EL diablo cojuelo

EL diablo cojuelo

Habana 19 de enero de 1869.
El Iris, Obispo 20.

Nunca supe yo lo que era público, ni lo que era escribir para él, mas a fe de diablo honrado, aseguro que ahora como antes, nunca tuve tampoco miedo de hacerlo. Poco me importa que un tonto murmure, que un necio zahiera, que un estúpido me idolatre y un sensato me deteste. Figúrese usted, público amigo, que nadie sabe quién soy: ¿qué me puede importar que digan o que no digan? Diránme que en nada me ajusto a la costumbre de campear por mis respetos,—que nada más significa esta comezón de publicar hojas anónimas con redactores conocidos,—diránme que soy un mal caballero; amenazaránme con romperme los brazos, ya que no tengo piernas, mas, a fe de osado y mordaz escribidor, prometo y prometo con calma que a su tiempo se verá que este Diablo, no es un diablo, y que este Cojo no es cojo.

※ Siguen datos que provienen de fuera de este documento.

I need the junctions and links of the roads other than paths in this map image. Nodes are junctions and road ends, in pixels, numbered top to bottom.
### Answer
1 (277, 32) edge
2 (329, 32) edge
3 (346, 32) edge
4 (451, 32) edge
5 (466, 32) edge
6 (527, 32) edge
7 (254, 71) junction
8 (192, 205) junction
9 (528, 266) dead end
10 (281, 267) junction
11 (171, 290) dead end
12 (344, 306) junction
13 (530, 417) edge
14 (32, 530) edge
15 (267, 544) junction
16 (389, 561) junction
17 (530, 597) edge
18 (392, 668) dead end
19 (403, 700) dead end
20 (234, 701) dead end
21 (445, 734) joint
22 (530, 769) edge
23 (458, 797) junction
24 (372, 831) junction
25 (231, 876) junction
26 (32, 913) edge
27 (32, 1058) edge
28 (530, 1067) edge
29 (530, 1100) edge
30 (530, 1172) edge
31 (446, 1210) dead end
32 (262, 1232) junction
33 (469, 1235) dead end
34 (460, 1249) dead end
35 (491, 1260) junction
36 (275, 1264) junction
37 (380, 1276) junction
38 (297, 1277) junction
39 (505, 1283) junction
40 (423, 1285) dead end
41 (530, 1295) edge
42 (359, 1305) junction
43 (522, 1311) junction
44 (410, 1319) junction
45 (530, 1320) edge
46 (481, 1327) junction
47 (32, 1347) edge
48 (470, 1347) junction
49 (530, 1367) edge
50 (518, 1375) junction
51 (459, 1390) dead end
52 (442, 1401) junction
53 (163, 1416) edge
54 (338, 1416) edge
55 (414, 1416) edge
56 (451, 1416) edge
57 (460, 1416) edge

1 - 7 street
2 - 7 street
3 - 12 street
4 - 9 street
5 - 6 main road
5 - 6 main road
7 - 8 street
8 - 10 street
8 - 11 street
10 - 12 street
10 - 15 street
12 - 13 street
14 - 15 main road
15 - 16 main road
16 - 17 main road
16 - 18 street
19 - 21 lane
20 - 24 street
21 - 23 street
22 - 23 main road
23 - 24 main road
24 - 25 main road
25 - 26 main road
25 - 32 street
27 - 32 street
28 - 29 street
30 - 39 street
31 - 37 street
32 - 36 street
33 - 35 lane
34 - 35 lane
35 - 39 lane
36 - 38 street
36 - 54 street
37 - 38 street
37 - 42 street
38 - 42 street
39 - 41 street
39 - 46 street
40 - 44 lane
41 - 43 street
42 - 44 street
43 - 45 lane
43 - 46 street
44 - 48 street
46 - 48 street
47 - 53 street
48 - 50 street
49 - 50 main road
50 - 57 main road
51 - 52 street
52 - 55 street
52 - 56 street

Esta dichosa libertad de imprenta, que por lo esperada y negada y ahora concedida, llueve sobre mojado, permite que hable usted por los codos de cuanto se le antoje, menos de lo que pica; pero también permite que vaya usted al Juzgado o a la Fiscalía, y de la Fiscalía o el Juzgado lo zambullan a usted en el Morro, por lo que dijo o quiso decir. Y a Dios gracias, que en estos tiempos dulces hay distancia y no poca de su casa al Morro. En los tiempos de don Paco era otra cosa. ¿Venía usted del interior, y traía usted una escarapela?—al calabozo!—¿Habló usted y dijo que los insurrectos ganaban o no ganaban?—al calabozo!—¿Antojábasele a usted ir a ver a una prima que tenía en Bayamo?—al calabozo!—Contaba usted tal o cual comentario, cierto episodio de la revolución?—al calabozo! —Y tanta gente había ya en los calabozos, que a seguir así un mes más, hubiera sido la Habana de entonces el Morro de hoy, y la Habana de hoy el Morro de entonces. Puede por esto colegirse lo que por acá queremos a aquel buen señor, de quien dirán las historias que se despedía a la francesa.

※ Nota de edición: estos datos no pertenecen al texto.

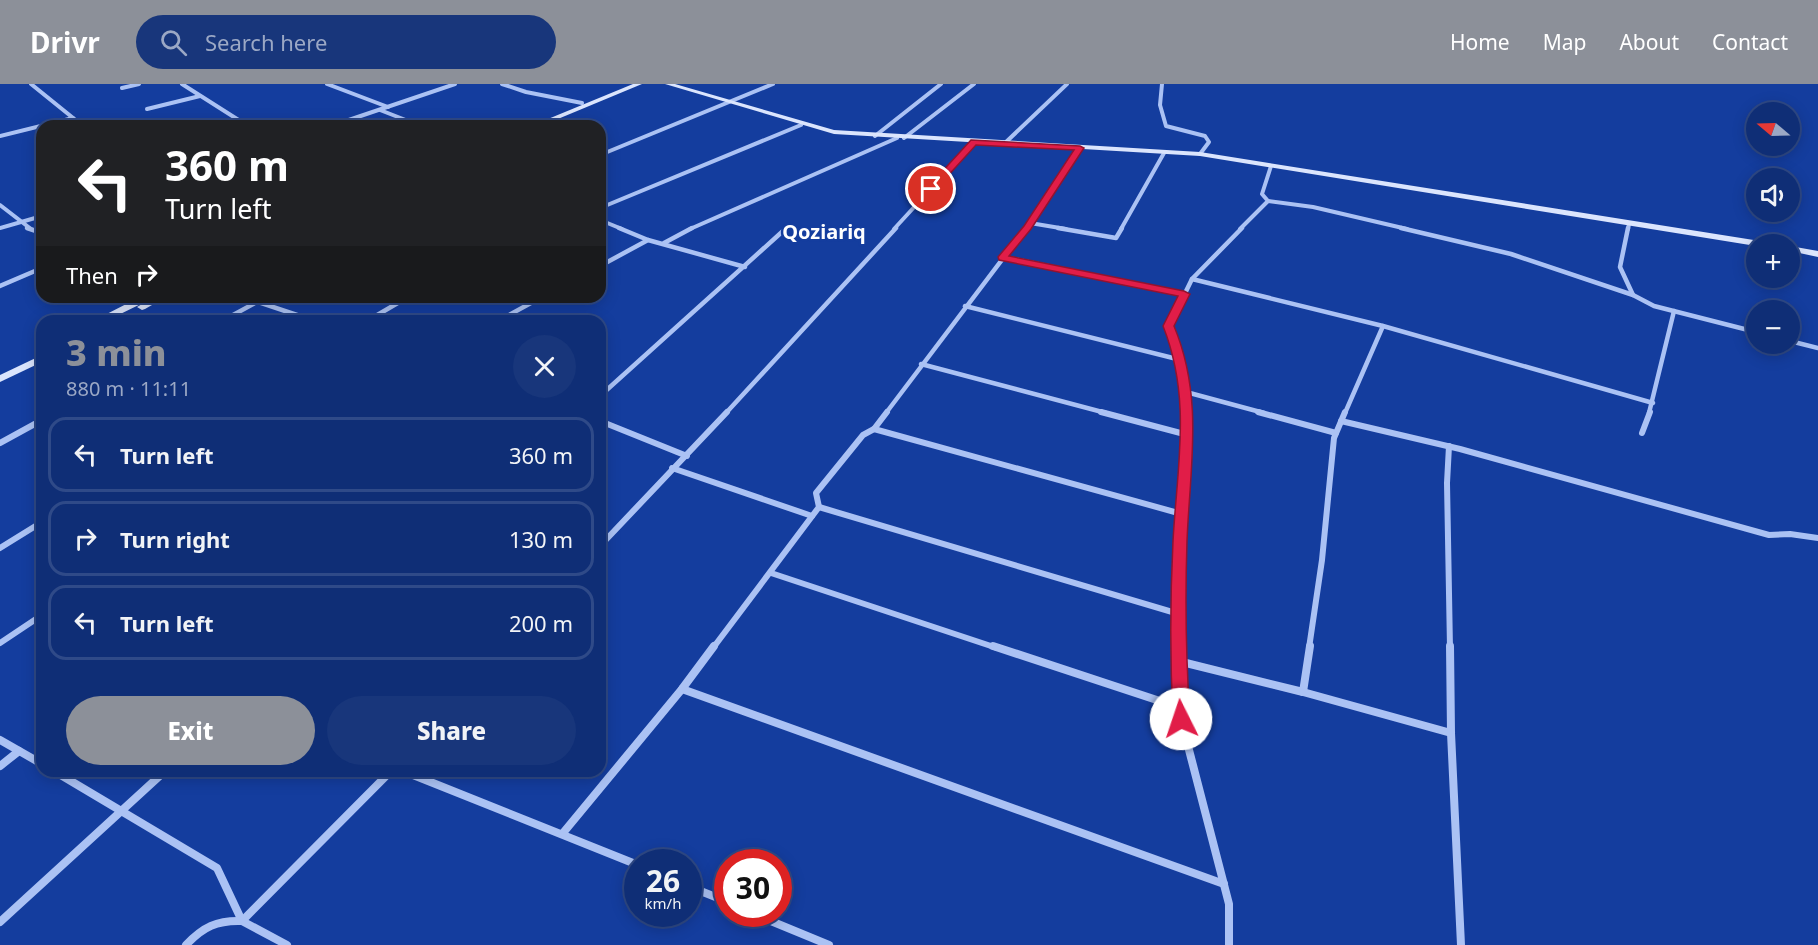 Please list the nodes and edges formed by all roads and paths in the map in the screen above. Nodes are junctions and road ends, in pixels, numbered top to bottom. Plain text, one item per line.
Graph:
1 (31, 84) edge
2 (139, 84) edge
3 (182, 84) edge
4 (327, 84) edge
5 (455, 84) edge
6 (502, 84) edge
7 (639, 84) edge
8 (650, 84) edge
9 (668, 84) edge
10 (773, 84) edge
11 (941, 84) edge
12 (974, 84) edge
13 (1067, 84) edge
14 (1162, 84) edge
15 (122, 88) dead end
16 (200, 96) junction
17 (729, 102) junction
18 (582, 103) dead end
19 (389, 107) junction
20 (147, 109) dead end
21 (380, 110) junction
22 (73, 118) junction
23 (65, 120) edge
24 (76, 120) edge
25 (238, 120) edge
26 (350, 120) edge
27 (406, 120) edge
28 (550, 120) edge
29 (563, 120) edge
30 (801, 125) junction
31 (36, 127) edge
32 (0, 136) edge
33 (875, 136) junction
34 (901, 138) junction
35 (974, 142) junction
36 (1005, 143) junction
37 (1080, 148) junction
38 (606, 153) edge
39 (1164, 153) junction
40 (1200, 154) junction
41 (1271, 166) junction
42 (1268, 201) junction
43 (0, 205) edge
44 (606, 206) edge
45 (36, 218) edge
46 (22, 222) junction
47 (606, 222) edge
48 (1030, 223) junction
49 (1629, 224) junction
50 (0, 228) edge
51 (36, 231) edge
52 (783, 231) dead end
53 (648, 240) junction
54 (1746, 242) edge
55 (664, 243) junction
56 (1800, 251) edge
57 (1818, 254) edge
58 (1003, 257) junction
59 (606, 263) edge
60 (745, 267) junction
61 (36, 271) edge
62 (1192, 279) junction
63 (0, 286) edge
64 (1184, 294) junction
65 (1632, 296) junction
66 (135, 303) edge
67 (149, 303) edge
68 (255, 303) edge
69 (260, 303) edge
70 (398, 303) edge
71 (531, 303) edge
72 (965, 306) junction
73 (1674, 311) junction
74 (110, 315) edge
75 (126, 315) edge
76 (233, 315) edge
77 (297, 315) edge
78 (376, 315) edge
79 (509, 315) edge
80 (1383, 326) junction
81 (1746, 329) edge
82 (1800, 344) edge
83 (1818, 348) edge
84 (36, 352) edge
85 (1181, 360) junction
86 (36, 361) edge
87 (921, 364) junction
88 (0, 370) edge
89 (0, 379) edge
90 (606, 391) edge
91 (1186, 392) junction
92 (1653, 403) junction
93 (1341, 420) junction
94 (36, 423) edge
95 (606, 423) edge
96 (874, 429) junction
97 (1336, 433) junction
98 (1642, 433) dead end
99 (1188, 435) junction
100 (0, 443) edge
101 (1449, 446) junction
102 (687, 456) junction
103 (672, 468) junction
104 (819, 507) junction
105 (1182, 514) junction
106 (812, 516) junction
107 (36, 526) edge
108 (1818, 538) edge
109 (606, 540) edge
110 (0, 548) edge
111 (771, 573) junction
112 (1179, 614) junction
113 (36, 619) edge
114 (0, 643) edge
115 (1178, 661) junction
116 (682, 689) junction
117 (1303, 692) junction
118 (1181, 708) junction
119 (1450, 734) junction
120 (0, 740) edge
121 (19, 751) junction
122 (36, 761) edge
123 (0, 766) edge
124 (65, 777) edge
125 (158, 777) edge
126 (385, 777) edge
127 (418, 777) edge
128 (121, 809) junction
129 (563, 833) junction
130 (624, 859) edge
131 (1224, 884) junction
132 (242, 921) junction
133 (0, 922) edge
134 (785, 927) edge
135 (186, 945) edge
136 (287, 945) edge
137 (829, 945) edge
138 (1228, 945) edge
139 (1461, 945) edge

1 - 22 street
2 - 15 street
3 - 16 street
4 - 19 street
5 - 19 street
6 - 18 street
7 - 28 main road
8 - 29 main road
9 - 17 main road
10 - 17 street
11 - 33 street
12 - 34 street
13 - 36 street
14 - 40 street
16 - 20 street
16 - 25 street
17 - 30 main road
17 - 38 street
19 - 21 street
21 - 26 street
21 - 27 street
22 - 23 street
22 - 24 street
30 - 33 main road
30 - 44 street
31 - 32 street
33 - 34 main road
34 - 35 main road
34 - 55 street
35 - 36 main road
35 - 102 street
36 - 37 main road
37 - 39 main road
37 - 48 street
39 - 40 main road
39 - 48 street
40 - 41 main road
41 - 42 street
41 - 49 main road
42 - 62 street
42 - 65 street
43 - 46 street
45 - 46 street
46 - 50 street
46 - 51 street
47 - 53 street
48 - 58 street
49 - 54 main road
49 - 65 street
52 - 60 street
53 - 55 street
53 - 59 street
55 - 60 street
56 - 57 main road
58 - 64 street
58 - 72 street
60 - 90 street
61 - 63 street
62 - 64 street
62 - 80 street
64 - 85 street
65 - 73 street
66 - 74 main road
67 - 75 main road
68 - 76 street
69 - 77 street
70 - 78 street
71 - 79 street
72 - 85 street
72 - 87 street
73 - 81 street
73 - 92 street
80 - 92 street
80 - 93 street
82 - 83 street
84 - 88 main road
85 - 91 street
86 - 89 main road
87 - 96 street
87 - 99 street
91 - 97 street
91 - 99 street
92 - 98 street
93 - 97 street
93 - 101 street
94 - 100 street
95 - 102 street
96 - 104 street
96 - 105 street
97 - 117 street
99 - 105 street
101 - 108 street
101 - 119 street
102 - 103 street
103 - 106 street
103 - 109 street
104 - 106 street
104 - 112 street
105 - 112 street
106 - 111 street
107 - 110 street
111 - 116 street
111 - 118 street
112 - 115 street
113 - 114 street
115 - 117 street
115 - 118 street
116 - 129 street
116 - 131 street
117 - 119 street
118 - 131 street
119 - 139 street
120 - 121 street
121 - 122 street
121 - 123 street
124 - 128 street
125 - 128 street
126 - 132 street
127 - 129 street
128 - 132 street
128 - 133 street
129 - 130 street
131 - 138 street
132 - 135 street
132 - 136 street
134 - 137 street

Pero no hay sólo libertad de imprenta: hay también libertad de reunión. Quiere un zángano ganarse prosélitos, y héteme aquí que junta al honrado fidalgo, dueño de quinientos negros; al famoso jockey, dueño de otros cuantos; al mayordomo de cierta señorona, y a un maestro que tiene un cerebro más pastelero que la mismísima pastelería. Dícese allí que es una iniquidad la abolición, en lo cual yo no me meto; y que la insurrección es la ruina del país, en lo cual por ahora tampoco tomo cartas; y dícense otras muchas cosas que tal parecen salidas de cerebro de enfermo. Y en estas y en otras se concluye la importante sesión, satisfechos los parlanchines de haber dicho muy grandes cosas.

Otros de esos que llaman sensatos patricios, y que sólo tienen de sensatos lo que tienen de fría el alma, reúnen en sus casas a ciertos personajes de aquellos que han fijado un ojo en Yara y otro en Madrid, según la feliz expresión de un poeta feliz, y que con sólo este título pretenden imponer sus leyes a quien tiene muy pocas ganas de sufrir tan ridícula imposición. A ser yo orador, o concurrente a Juntas, que no otra cosa significa entre nosotros la tal palabra, no sentaría por base de mi política eso que los franceses llamarían afrentosa hésitation. O Yara o Madrid.

Mas, volviendo a la cuestión de libertad de imprenta, debo recordar que no es tan amplia que permita decir cuanto se quiere, ni publicar cuanto se oye. Un ejemplo al canto. Si viniese a Cuba un capitán general, que burlándose del país, de la nación y de la vergüenza, les robase miserablemente dos millones de pesos; y corriesen rumores de que este general se llamaba Paco o Pancho, Linsunde o Lersinde, a buen seguro que mucho habría de medirse usted, lector amigo, antes de publicar noticia que tanto ofende la nunca manchada reputación del respetable cuanto idóneo representante del gobierno borbónico en esta Antilla. Y esto lo digo para que a mí como a los demás nos sirva de norma en nuestros actos periodiquiles.

Conque al periódico, público amigo! al periódico, buen diablo! al periódico, lector discreto! y lluevan pesetas como llueven diabluras.